Adaptation française par Léopold Marchand et Albert Willemetz
- créée à Paris, au Th. des Bouffes-Parisiens, le 21 avril 1937 -
de l’opérette en trois actes de Paul Knep[p?]ler et Armin Robinson Drei Walzer, créée à Zürich le 5 octobre 1935.

Oscar Straus (1870-1954) a adapté des motifs de
Johann Strauss père (1801-49) pour le premier acte,
de Johann Strauss fils (1825-99) pour le deuxième acte,
et a composé lui-même la musique du troisième acte.

2 CD Universal Music, France
Accord 4769414
Enregistrement réalisé en 1963 par Decca France ; durée totale : 125’ 23
Notes et résumé de l’action en français




Une fraîcheur sentimentale intacte

On ne joue plus Drei Walzer dans les pays de langue germanique, pas plus qu’on n’y donne Walzer aus Wien (Valses de Vienne), alors que ces deux adaptations semblent maintenir le succès dans leur version française… au point d’occulter, dans les pays francophones, non seulement d’autres opérettes de Messieurs Strauss et Straus, mais également d’autres maîtres de l’opérette viennoise comme Franz von Suppé, Carl Millöcker, Carl Zeller, Carl Michael Ziehrer…Il faut dire que les traficotages des années 30 ajoutent des rythmes et surtout une couleur d’orchestration vraiment datée, tandis que la fraîche et riche veine de l’âge d’or (1860-1900) de l’opérette viennoise n’a pas pris une ride.

Force est de reconnaître pourtant, que cette dernière expression va comme un gant à l’éblouissant album Accord, réédition d’un enregistrement Decca de 1963. En effet, l’habile Max de Rieux, comprenant qu’il s’agit bien plus d’une comédie musicale qu’une opérette, réunit alors une équipe de véritables acteurs qui font croire à l’action… Il faut préciser ici que cette seconde adaptation française s’éloigne encore de l’opérette en ce qu’elle ne fait pas chanter le triple héros masculin. Elle fut en effet réalisée expressément pour le couple Yvonne Printemps-Pierre Fresnay et le talent reconnu du grand Belge ne comportait pas plus le chant, qu’une efficace prononciation de l’accent marseillais dans les films de Marcel Pagnol. Le grand succès remporté en 1937 par cette adaptation, fut transposé à l’écran dès l’année suivante et sous le titre Les Trois Valses que l’on retrouve parfois à la comédie musicale, comme dans l’autre enregistrement existant.
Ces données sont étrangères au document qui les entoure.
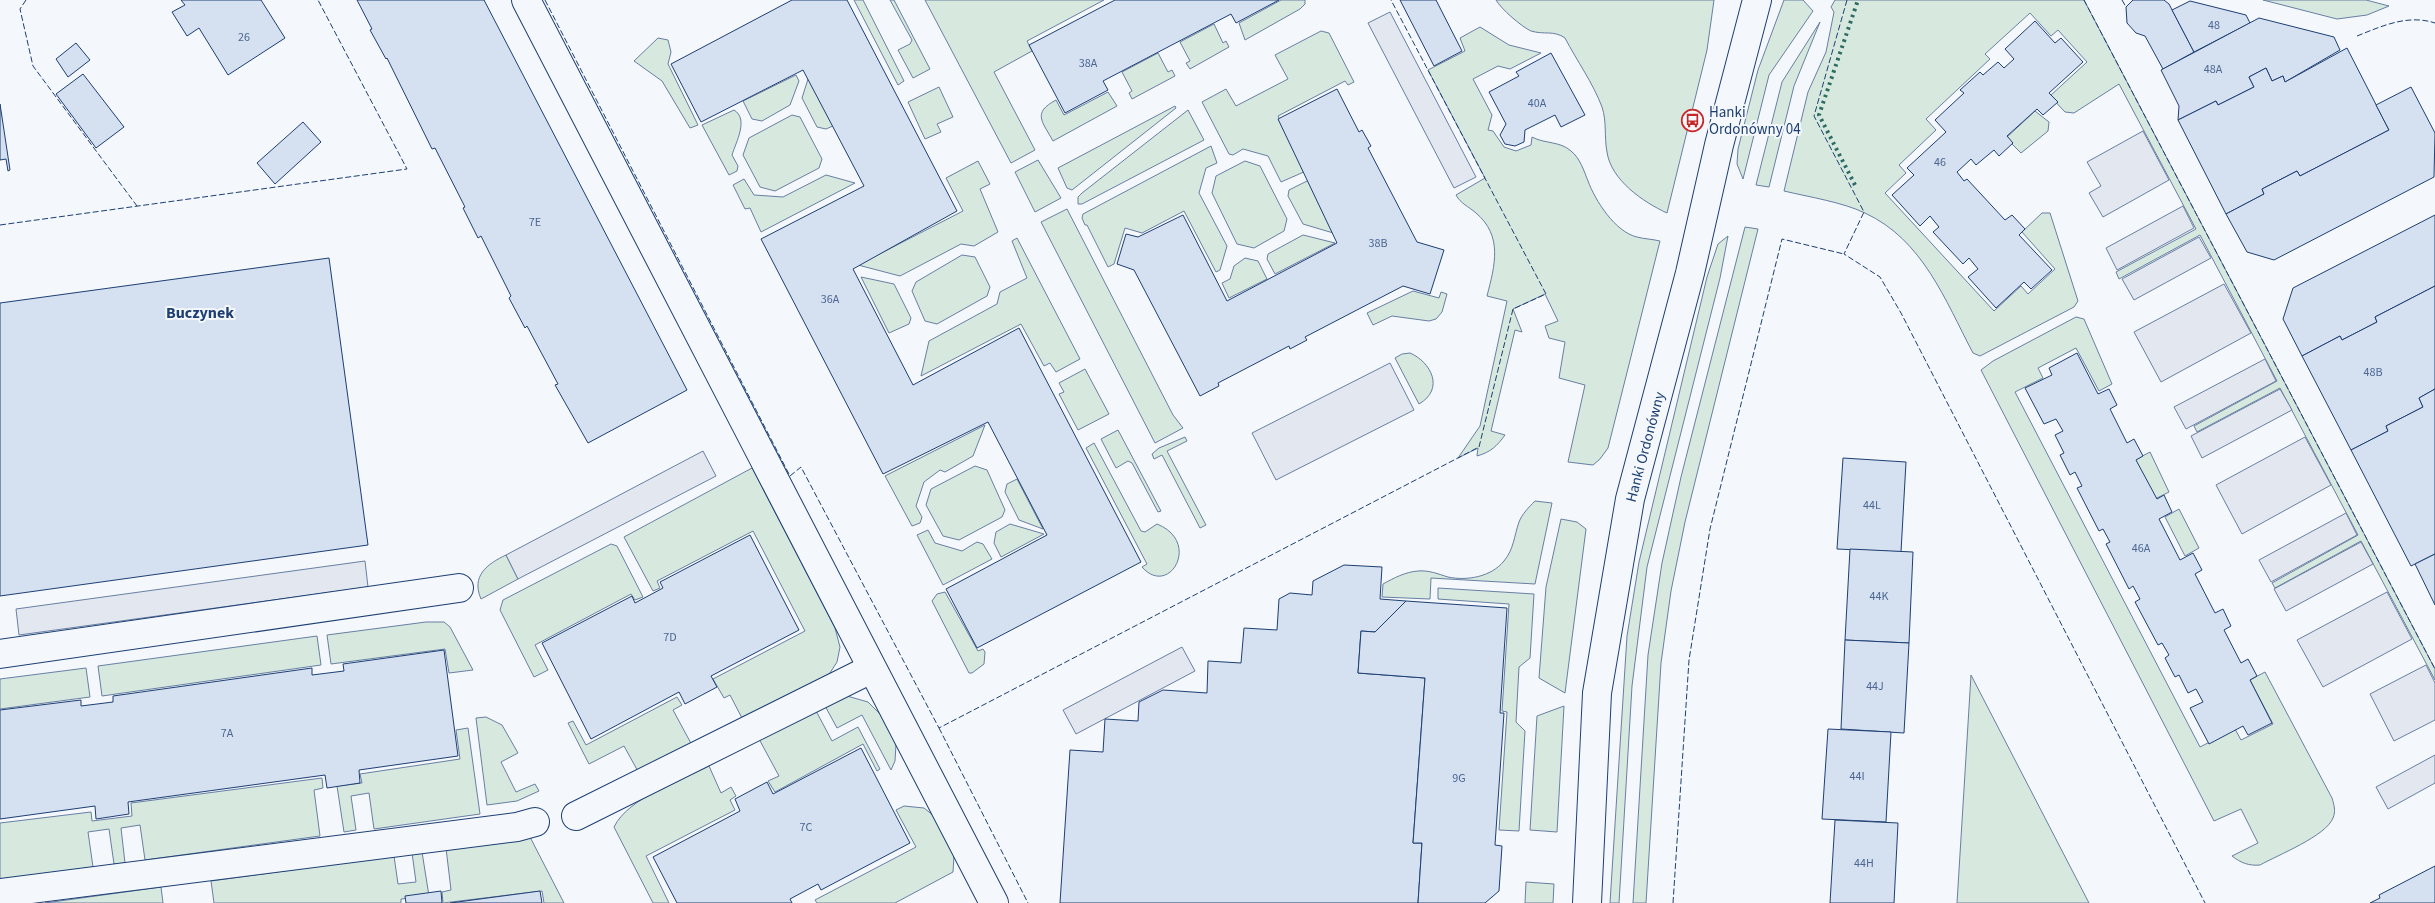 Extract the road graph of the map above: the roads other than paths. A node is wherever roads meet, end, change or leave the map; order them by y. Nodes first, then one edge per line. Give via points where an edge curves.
1 (526, 0) edge
2 (1757, 0) edge
3 (459, 588) dead end
4 (0, 654) edge
5 (871, 669) junction
6 (576, 816) dead end
7 (535, 822) dead end
8 (0, 893) edge
9 (994, 903) edge
10 (1587, 903) edge

1 - 5 street
2 - 10 street, Hanki Ordonówny via 1630,499 1597,693
3 - 4 street
5 - 6 street
5 - 9 street
7 - 8 street via 517,827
Revenu de l’étrange impression d’entendre, dans ce qui est intitulé « Duo », parler le héros, on pense à l’ironie ayant voulu que Jean Desailly savait chanter, au point d’hésiter entre les carrières de comédien et d‘artiste lyrique ! Cela donne envie de connaître la version originale d’Oscar Straus et, revenant à l’oeuvre, il faut rendre hommage à l’instinct musical du compositeur de Ein Walzertraum (Rêve de Valse, 1907), Der tapfere Soldat (Le Soldat de Chocolat, 1808), Der letzte Walzer (La Dernière Valse, 1920), Die Teresina (La Térésina, 1925), qui a su repérer de superbes mélodies plus ou moins cachées par ses quasi-homonymes.
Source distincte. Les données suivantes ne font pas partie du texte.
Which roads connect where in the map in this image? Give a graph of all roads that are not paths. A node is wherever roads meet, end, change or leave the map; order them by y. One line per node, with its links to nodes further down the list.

Pourtant, il ne faudrait pas croire qu’il a simplement « prélevé » le thème principal de l’une ou l’autre valse des illustres Strauss au double « s ». Sa sûreté d’instinct lui souffle avec une belle efficacité de choisir parfois, non le thème principal mais un thème secondaire ! Ainsi, pour l’entrée de Fanny, la première des trois valses : « Je passais aux Tuileries », il fallait aller chercher vers la fin de la Kettenbrücke-Walzer Opus 4 de Johann Strauss père, un envoûtant motif, grisant comme l’air printanier qu’évoquent les paroles, et bien plus séduisant que le thème principal du morceau ! De même, la célèbre deuxième valse : « Je t’aime, quand même… », morceau le plus connu de la pièce, n’est pas le thème principal de la valse Carnevalsbilder Op. 357 de Johann fils mais un thème – superbe ! - venant bien plus tard. Les Strauss étaient ainsi faits, qu’ils « gaspillaient », pratiquement, la riche inspiration leur dictant, pour le même morceau, des mélodies si belles qu’elles rivalisent pour la première place.
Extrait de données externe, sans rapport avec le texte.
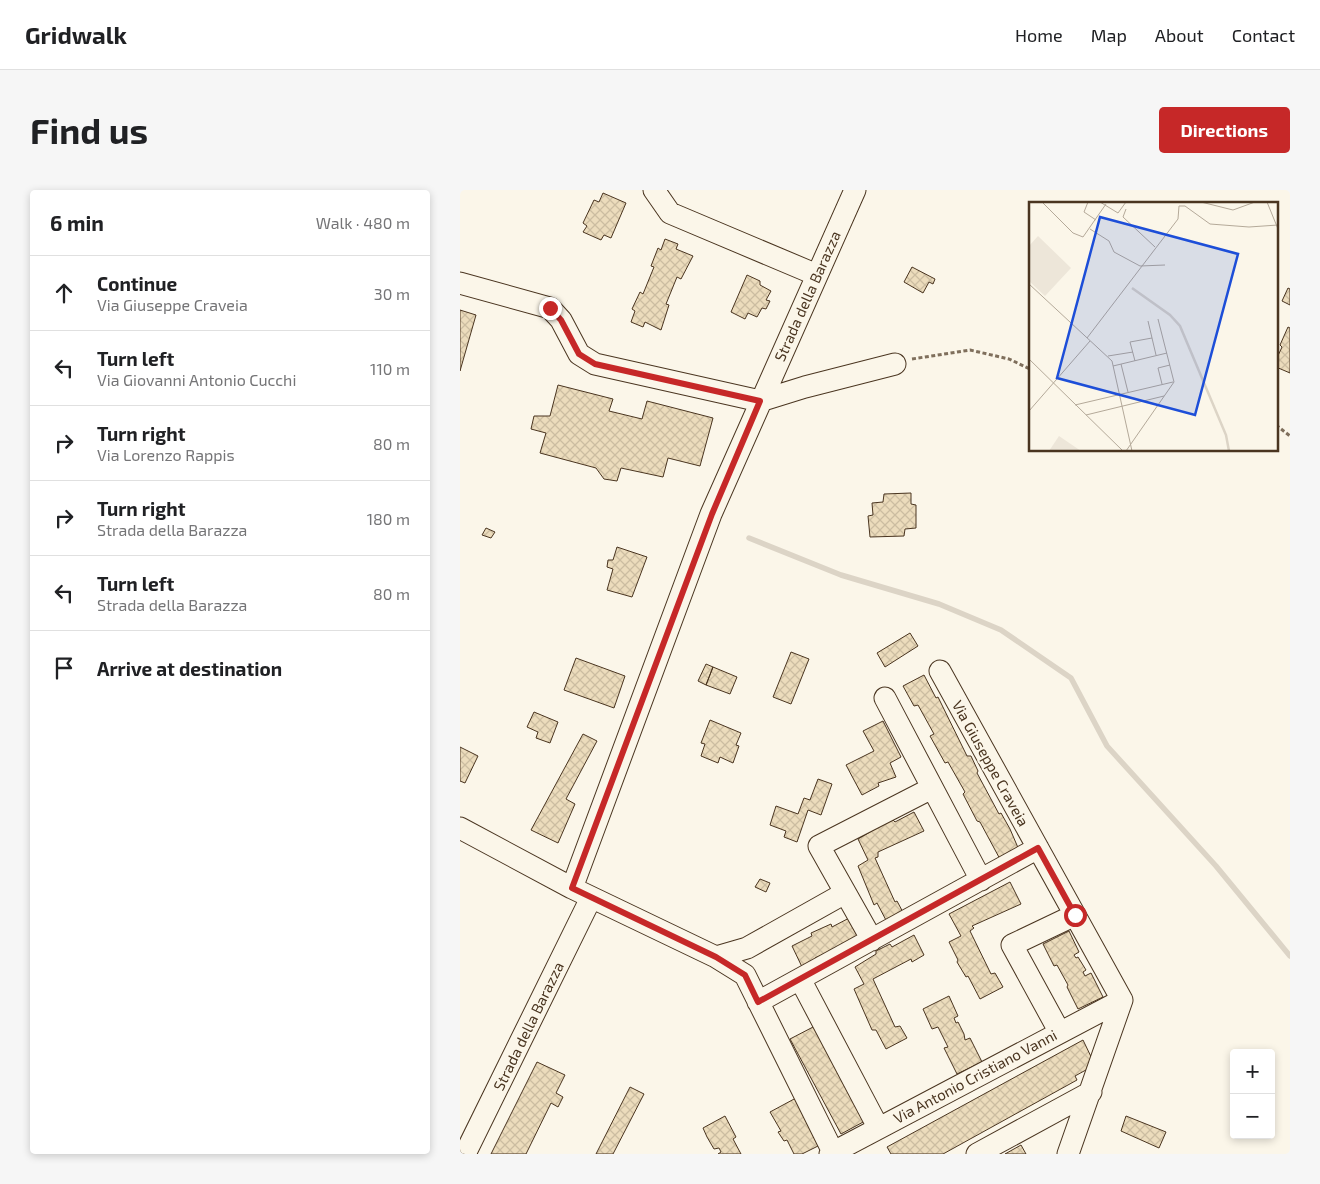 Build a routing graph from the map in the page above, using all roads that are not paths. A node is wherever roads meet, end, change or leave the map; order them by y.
1 (654, 190) edge
2 (855, 190) edge
3 (817, 275) junction
4 (460, 283) edge
5 (895, 364) road end
6 (760, 401) junction
7 (940, 671) dead end
8 (885, 698) dead end
9 (932, 788) junction
10 (460, 828) edge
11 (1038, 848) junction
12 (981, 880) junction
13 (572, 888) junction
14 (846, 893) junction
15 (592, 898) junction
16 (1075, 915) junction
17 (872, 940) junction
18 (716, 957) junction
19 (800, 979) junction
20 (1122, 1000) junction
21 (758, 1002) junction
22 (1059, 1032) junction
23 (1092, 1092) junction
24 (878, 1128) junction
25 (832, 1153) edge
26 (465, 1154) edge
27 (977, 1154) edge
28 (1068, 1154) edge

1 - 3 street
2 - 3 street, Strada della Barazza
3 - 6 street, Strada della Barazza
4 - 6 street
5 - 6 street
6 - 13 street, Strada della Barazza
7 - 11 street, Via Giuseppe Craveia
8 - 9 street
9 - 12 street
9 - 14 street
10 - 13 street
11 - 12 street
11 - 16 street, Via Giuseppe Craveia
12 - 17 street
13 - 15 street
14 - 17 street
14 - 18 street
15 - 18 street
15 - 26 street, Strada della Barazza
16 - 20 street, Via Giuseppe Craveia
16 - 22 street
17 - 19 street
18 - 21 street
19 - 21 street
19 - 24 street
20 - 22 street, Via Antonio Cristiano Vanni
20 - 23 street
21 - 25 street
22 - 24 street, Via Antonio Cristiano Vanni
23 - 27 street
23 - 28 street
24 - 25 street, Via Antonio Cristiano Vanni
« Trois valses » ?… mais ce sont plutôt sept, dix valses qu’Oscar Straus juxtapose habilement pour nous livrer une œuvre fraîche et sentimentale, certes, mais jamais mièvre et cette émotion délicate, cette fraîcheur toujours vive nous sont pleinement restituées par l’enregistrement Decca-Accord.

La divette du cinéma français Suzy Delair, inoubliable interprète de Avec son tra-la-la, dans le film Quai des Orfèvres (1947), met à la disposition des trois héroïnes son joli timbre clair mais aussi son talent versatile d’actrice, avec une pétulance, une espièglerie n’appartenant qu’à elle. Le grand comédien Jean Dessailly lui donne une réplique idéale d’élégance et de naturel, à l’accentuation toujours appropriée, juste… même quand il doit jouer faux, au troisième acte, incarnant un jeune assureur catapulté acteur de cinéma. Leur jeu, leurs moindres interjections, leurs soupirs même, sonnent juste !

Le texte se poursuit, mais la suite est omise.